-- Opening Marker --

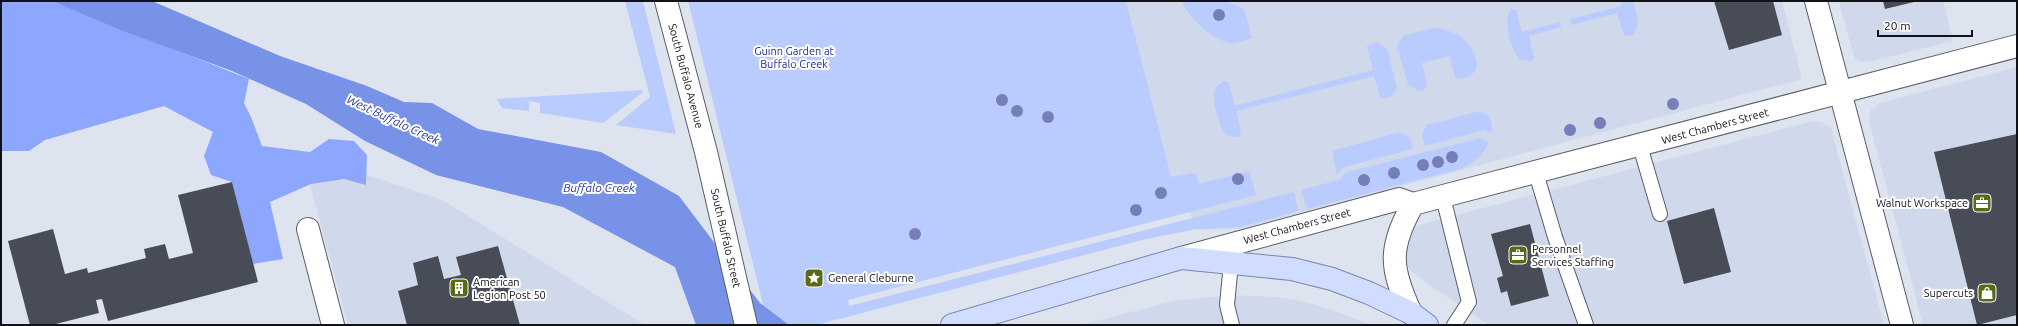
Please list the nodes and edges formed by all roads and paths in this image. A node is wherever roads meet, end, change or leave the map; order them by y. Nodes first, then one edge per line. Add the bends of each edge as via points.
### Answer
1 (666, 1) edge
2 (1816, 1) edge
3 (2017, 46) edge
4 (1841, 93) junction
5 (1640, 146) junction
6 (706, 152) joint
7 (1536, 173) junction
8 (1443, 196) junction
9 (1413, 204) junction
10 (1660, 214) dead end
11 (308, 229) dead end
12 (1181, 258) junction
13 (1231, 262) junction
14 (1419, 319) edge
15 (333, 325) edge
16 (746, 325) edge
17 (952, 325) edge
18 (1232, 325) edge
19 (1454, 325) edge
20 (1586, 325) edge
21 (1902, 325) edge

1 - 6 street, South Buffalo Avenue
2 - 4 street
3 - 4 street, West Chambers Street
4 - 5 street, West Chambers Street
4 - 21 street
5 - 7 street, West Chambers Street
5 - 10 lane
6 - 16 street, South Buffalo Street
7 - 8 street, West Chambers Street
7 - 20 lane via 1554,237
8 - 9 street, West Chambers Street
8 - 19 lane via 1469,302
9 - 12 street, West Chambers Street via 1399,199
9 - 14 street, West Chambers Street via 1401,226 1395,267 1400,289
11 - 15 street
12 - 13 main road, West Chambers Street
12 - 17 main road, West Chambers Street
13 - 14 main road, West Chambers Street via 1292,269 1332,279 1369,293
13 - 18 lane via 1227,305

-- Closing Marker --

Reproduce the records above exactly, leaving out every picture they contain.

- FINISHED TASK -
Please list the nodes and edges formed by all roads and paths in this image. A node is wherever roads meet, end, change or leave the map; order them by y. Nodes first, then one edge per line. Add the bends of each edge as via points.
### Answer
1 (666, 1) edge
2 (1816, 1) edge
3 (2017, 46) edge
4 (1841, 93) junction
5 (1640, 146) junction
6 (706, 152) joint
7 (1536, 173) junction
8 (1443, 196) junction
9 (1413, 204) junction
10 (1660, 214) dead end
11 (308, 229) dead end
12 (1181, 258) junction
13 (1231, 262) junction
14 (1419, 319) edge
15 (333, 325) edge
16 (746, 325) edge
17 (952, 325) edge
18 (1232, 325) edge
19 (1454, 325) edge
20 (1586, 325) edge
21 (1902, 325) edge

1 - 6 street, South Buffalo Avenue
2 - 4 street
3 - 4 street, West Chambers Street
4 - 5 street, West Chambers Street
4 - 21 street
5 - 7 street, West Chambers Street
5 - 10 lane
6 - 16 street, South Buffalo Street
7 - 8 street, West Chambers Street
7 - 20 lane via 1554,237
8 - 9 street, West Chambers Street
8 - 19 lane via 1469,302
9 - 12 street, West Chambers Street via 1399,199
9 - 14 street, West Chambers Street via 1401,226 1395,267 1400,289
11 - 15 street
12 - 13 main road, West Chambers Street
12 - 17 main road, West Chambers Street
13 - 14 main road, West Chambers Street via 1292,269 1332,279 1369,293
13 - 18 lane via 1227,305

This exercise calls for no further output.